What you are asked to do ▸ For the records that follow, restate each one word for word and leave the images behind.

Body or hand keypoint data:
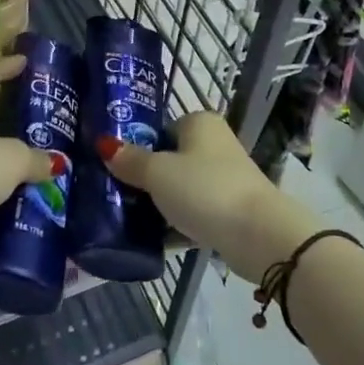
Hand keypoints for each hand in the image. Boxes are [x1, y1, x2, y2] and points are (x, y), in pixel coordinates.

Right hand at [100, 112, 321, 279]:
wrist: (259, 235)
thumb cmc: (204, 190)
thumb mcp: (158, 173)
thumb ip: (130, 160)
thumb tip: (104, 145)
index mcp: (199, 123)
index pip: (160, 129)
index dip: (137, 148)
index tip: (115, 171)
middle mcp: (215, 144)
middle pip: (170, 160)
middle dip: (146, 180)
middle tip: (117, 198)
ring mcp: (226, 177)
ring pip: (182, 188)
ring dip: (161, 204)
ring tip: (130, 222)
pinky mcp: (232, 209)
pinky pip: (195, 212)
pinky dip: (178, 223)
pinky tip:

Response below ▸
Hand keypoints for each hand in the image. Boxes are [x1, y1, x2, y2] and points are (x, y), in pixel coordinates.

Right hand at [100, 112, 321, 279]:
wrist: (259, 235)
thumb cmc: (204, 190)
thumb mcp: (158, 173)
thumb ip: (130, 160)
thumb tip: (104, 145)
index mcp: (199, 123)
index pip: (160, 129)
index dip: (137, 148)
index tip: (115, 171)
middle mcp: (215, 144)
middle pip: (170, 160)
middle dip: (146, 180)
middle tip: (117, 198)
ring mcp: (226, 177)
ring pip: (182, 188)
ring dip: (161, 204)
ring tip: (130, 222)
pinky mcp: (232, 209)
pinky pip: (195, 212)
pinky dip: (178, 223)
pinky tip:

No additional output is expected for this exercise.